知っている人前提のコンテンツにしないこだわり

鈴木:初めて川崎ブレイブサンダースの試合を見て驚いたのは、オフラインとオンラインの体験がうまくつながっているところでした。TikTokで動画を見て「こういうことがあるんだ」と知り、アリーナで試合を観戦すると動画で見た以上の衝撃を受けるパフォーマンスを見る。つまり、ストーリー設計がしっかりしているんです。

川崎ブレイブサンダースの場合、試合会場にDJを呼び、TikTokで流行っている音源を差し込んだり、花火や炎の演出をしたり、ライブのような盛り上がりを見せていました。そうやって、動画に収まらない体験を提供して「ネットで見ているだけじゃ足りない」と思えるようになっています。さらに、ハリセンを使った応援方法がシンプルで、初めて観戦しに来た人も参加しやすい仕掛けもあります。

藤掛:そう言ってもらえて光栄です(笑)。応援方法は、試合前に毎回レクチャーしています。初めて観戦する人にとってわからないことばかりでは、試合を楽しむどころか、ファンになってもらえない。そのあたりのハードルも、徹底的に取っ払っています。

鈴木:スポーツをTikTokでマーケティングしようとすると、所属選手が中心となりますよね。何か意識していることはありますか。

藤掛:TikTokは短尺動画なので、選手たちのスーパープレーや珍プレーが中心となります。そのなかで意識しているのは、やはり「知っている人前提のコンテンツにしないこと」です。例えば、競技を深く知っているからこそ面白い内容や選手を深く知らないと伝わらない内容などは避けています。MVPを獲得した選手や日本代表に選ばれた選手の珍プレーや好プレーを出し、それがどうすごいのかがわかる表現になるようにしています。

「本番はどうなったのか?」の強い関心で若年層を誘導

鈴木:個人的に、川崎ブレイブサンダースはいち早くTikTokを取り入れた結果、都心に住む若年層をうまく取り入れることに成功していると感じています。だからこそ、観客には若い人が多い。特に中高生のファンに関しては、両親と一緒に観戦に来るパターンも多いように感じました。

藤掛:バスケットボールは他のスポーツと比べてファンの平均年齢が低く、中学・高校の部活動に所属している人数も多い。若年層と相性がいいことは明確にわかっていました。若い世代の方々にバスケットボールを定期的に見る習慣づくりができれば、競技としての認知度も高まっていくのではないかと思っていました。

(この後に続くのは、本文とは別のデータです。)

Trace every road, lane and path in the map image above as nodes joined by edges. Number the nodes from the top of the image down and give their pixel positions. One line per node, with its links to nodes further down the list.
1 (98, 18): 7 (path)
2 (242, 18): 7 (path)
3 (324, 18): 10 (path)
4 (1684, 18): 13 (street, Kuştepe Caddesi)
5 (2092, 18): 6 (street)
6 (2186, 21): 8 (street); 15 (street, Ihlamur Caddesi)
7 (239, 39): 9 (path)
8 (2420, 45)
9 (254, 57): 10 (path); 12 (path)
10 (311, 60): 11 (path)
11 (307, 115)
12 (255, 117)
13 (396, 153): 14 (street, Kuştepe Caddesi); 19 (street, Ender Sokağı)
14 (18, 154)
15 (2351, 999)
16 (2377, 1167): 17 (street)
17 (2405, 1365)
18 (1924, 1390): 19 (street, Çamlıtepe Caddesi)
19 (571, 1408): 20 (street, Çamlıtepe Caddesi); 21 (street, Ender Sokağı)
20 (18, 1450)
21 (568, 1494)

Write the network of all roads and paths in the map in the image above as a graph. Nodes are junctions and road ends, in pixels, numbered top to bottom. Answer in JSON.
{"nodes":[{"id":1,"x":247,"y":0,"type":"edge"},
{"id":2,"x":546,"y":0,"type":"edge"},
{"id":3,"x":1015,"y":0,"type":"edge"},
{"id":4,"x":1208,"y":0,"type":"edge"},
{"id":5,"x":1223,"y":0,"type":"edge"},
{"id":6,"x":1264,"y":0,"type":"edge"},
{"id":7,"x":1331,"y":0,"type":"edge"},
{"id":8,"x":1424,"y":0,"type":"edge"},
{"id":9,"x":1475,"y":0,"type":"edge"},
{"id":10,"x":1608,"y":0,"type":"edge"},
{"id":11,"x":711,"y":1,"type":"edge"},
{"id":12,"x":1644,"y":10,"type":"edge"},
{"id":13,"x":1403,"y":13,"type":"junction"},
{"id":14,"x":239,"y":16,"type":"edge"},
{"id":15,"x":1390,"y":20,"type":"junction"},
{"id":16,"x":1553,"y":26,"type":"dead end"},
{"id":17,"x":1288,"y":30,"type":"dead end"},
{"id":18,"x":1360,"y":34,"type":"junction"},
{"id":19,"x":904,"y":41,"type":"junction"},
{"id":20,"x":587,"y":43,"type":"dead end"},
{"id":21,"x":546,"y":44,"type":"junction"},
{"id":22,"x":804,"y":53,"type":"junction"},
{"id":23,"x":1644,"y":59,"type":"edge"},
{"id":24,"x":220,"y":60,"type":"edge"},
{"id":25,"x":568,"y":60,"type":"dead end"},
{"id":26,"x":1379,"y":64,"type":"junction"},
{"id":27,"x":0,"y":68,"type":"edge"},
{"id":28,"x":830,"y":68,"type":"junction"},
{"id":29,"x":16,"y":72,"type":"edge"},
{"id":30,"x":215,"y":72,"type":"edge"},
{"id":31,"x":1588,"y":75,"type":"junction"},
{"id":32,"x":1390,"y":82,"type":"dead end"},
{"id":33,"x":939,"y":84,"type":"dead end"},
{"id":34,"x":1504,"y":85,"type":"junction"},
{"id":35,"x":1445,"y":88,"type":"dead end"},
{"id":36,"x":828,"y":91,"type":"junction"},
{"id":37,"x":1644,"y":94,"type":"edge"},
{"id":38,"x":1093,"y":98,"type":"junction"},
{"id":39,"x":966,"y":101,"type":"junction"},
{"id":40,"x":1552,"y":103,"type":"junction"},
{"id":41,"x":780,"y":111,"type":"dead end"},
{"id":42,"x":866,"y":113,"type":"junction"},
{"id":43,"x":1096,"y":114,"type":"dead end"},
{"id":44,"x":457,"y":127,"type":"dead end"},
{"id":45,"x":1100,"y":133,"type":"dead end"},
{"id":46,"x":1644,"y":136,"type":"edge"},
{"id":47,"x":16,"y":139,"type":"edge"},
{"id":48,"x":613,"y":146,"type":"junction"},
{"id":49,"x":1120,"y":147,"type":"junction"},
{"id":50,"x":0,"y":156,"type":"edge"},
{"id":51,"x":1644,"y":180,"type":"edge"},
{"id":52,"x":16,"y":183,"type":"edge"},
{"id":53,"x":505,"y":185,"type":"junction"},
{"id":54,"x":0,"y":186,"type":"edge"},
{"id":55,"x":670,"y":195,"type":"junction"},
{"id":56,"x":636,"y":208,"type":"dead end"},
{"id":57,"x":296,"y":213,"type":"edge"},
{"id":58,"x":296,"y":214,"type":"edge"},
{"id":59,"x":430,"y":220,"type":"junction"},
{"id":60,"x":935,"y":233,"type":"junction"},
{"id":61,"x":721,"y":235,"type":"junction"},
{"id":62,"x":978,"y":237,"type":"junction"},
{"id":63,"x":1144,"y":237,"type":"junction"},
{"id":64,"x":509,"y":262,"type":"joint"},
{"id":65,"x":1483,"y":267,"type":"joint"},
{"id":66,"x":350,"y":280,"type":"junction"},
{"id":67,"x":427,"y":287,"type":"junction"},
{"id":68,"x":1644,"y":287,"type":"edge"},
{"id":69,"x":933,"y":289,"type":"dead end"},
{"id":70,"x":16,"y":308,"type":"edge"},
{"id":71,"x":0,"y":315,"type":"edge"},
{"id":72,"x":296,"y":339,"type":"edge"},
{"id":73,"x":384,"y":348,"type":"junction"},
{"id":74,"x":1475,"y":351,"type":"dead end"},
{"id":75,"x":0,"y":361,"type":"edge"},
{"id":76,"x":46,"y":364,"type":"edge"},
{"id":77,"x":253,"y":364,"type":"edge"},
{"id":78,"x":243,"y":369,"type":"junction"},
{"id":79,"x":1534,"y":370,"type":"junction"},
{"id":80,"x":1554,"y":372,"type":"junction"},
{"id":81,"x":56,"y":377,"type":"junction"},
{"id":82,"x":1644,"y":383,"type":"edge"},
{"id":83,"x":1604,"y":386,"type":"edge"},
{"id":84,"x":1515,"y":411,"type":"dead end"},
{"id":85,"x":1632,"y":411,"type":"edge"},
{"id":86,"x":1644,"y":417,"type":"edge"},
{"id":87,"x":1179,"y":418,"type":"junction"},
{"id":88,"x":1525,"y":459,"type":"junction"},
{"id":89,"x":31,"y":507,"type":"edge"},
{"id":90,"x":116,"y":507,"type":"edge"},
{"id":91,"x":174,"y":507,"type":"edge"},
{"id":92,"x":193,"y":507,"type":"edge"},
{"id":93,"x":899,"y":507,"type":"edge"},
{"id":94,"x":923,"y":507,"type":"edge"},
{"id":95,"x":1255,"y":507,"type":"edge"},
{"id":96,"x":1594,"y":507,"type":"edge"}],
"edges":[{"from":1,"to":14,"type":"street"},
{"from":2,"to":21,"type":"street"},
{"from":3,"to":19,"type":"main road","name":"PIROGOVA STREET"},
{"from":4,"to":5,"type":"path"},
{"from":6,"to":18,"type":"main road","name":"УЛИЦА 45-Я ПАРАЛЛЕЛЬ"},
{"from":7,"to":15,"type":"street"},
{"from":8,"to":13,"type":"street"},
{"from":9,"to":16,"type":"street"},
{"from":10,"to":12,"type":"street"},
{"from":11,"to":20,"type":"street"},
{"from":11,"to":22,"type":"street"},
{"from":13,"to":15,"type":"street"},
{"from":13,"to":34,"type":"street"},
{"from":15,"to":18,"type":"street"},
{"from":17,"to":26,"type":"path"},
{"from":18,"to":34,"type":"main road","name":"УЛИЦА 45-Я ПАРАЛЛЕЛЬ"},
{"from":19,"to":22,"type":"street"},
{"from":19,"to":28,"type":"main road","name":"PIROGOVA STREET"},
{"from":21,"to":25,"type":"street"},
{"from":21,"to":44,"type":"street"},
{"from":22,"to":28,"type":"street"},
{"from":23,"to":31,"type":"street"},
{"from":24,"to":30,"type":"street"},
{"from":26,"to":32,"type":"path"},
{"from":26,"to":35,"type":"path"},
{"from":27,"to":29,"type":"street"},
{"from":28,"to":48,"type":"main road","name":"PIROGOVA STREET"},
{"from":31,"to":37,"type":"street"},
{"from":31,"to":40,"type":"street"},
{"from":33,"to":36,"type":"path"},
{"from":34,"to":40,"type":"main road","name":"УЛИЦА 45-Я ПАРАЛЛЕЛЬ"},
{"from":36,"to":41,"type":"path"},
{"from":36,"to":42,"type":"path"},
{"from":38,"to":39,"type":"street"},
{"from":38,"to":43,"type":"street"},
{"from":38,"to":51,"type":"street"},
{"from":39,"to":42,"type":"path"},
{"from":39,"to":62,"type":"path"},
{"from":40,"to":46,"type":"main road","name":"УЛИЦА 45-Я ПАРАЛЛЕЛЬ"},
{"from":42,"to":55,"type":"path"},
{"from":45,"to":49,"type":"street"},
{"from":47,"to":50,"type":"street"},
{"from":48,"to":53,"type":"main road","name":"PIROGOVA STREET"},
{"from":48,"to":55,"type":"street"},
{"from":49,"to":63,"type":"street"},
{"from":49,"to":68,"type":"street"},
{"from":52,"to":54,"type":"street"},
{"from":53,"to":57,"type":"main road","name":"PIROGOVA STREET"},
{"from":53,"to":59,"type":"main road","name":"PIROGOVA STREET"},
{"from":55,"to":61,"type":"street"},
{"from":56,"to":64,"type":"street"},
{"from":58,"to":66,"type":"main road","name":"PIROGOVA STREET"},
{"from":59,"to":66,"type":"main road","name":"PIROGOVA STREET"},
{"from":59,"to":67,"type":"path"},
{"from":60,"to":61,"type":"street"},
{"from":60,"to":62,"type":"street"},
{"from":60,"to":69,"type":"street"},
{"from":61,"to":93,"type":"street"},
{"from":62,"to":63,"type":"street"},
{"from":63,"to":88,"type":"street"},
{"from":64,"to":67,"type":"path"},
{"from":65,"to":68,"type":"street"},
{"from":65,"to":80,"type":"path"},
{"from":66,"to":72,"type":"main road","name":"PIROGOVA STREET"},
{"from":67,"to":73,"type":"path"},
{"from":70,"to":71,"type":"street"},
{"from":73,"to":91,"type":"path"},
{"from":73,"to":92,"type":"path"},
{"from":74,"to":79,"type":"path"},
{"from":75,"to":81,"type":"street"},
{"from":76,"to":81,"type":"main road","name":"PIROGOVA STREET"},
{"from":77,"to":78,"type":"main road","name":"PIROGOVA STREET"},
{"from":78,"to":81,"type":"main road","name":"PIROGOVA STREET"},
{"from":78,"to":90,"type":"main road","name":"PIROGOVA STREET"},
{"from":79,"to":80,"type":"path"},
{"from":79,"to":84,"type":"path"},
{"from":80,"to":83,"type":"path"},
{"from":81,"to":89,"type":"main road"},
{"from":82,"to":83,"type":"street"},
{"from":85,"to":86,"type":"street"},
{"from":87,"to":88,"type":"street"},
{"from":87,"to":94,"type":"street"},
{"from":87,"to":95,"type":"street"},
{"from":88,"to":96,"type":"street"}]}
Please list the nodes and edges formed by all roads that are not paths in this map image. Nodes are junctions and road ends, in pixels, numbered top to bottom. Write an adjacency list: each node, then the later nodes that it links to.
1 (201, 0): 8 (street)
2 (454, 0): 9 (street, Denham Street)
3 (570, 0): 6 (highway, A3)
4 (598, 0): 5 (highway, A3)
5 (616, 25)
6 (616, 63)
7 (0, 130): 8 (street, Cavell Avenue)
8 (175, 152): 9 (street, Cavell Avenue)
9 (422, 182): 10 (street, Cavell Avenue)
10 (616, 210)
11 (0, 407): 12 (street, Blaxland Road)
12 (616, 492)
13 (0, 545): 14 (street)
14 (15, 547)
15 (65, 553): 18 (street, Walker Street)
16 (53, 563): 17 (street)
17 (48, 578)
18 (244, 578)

TikTokを本格的に活用してからは、明らかに若年層は増えました。新型コロナウイルスの影響による入場制限で、会場に5000人収容できるところ、2500人までしか入れられずチケット購入数を下げざるを得ない状況は多々ありました。それでも、チケット購入数の割合を見ていくと20代が伸びていて、売上を下支えしています。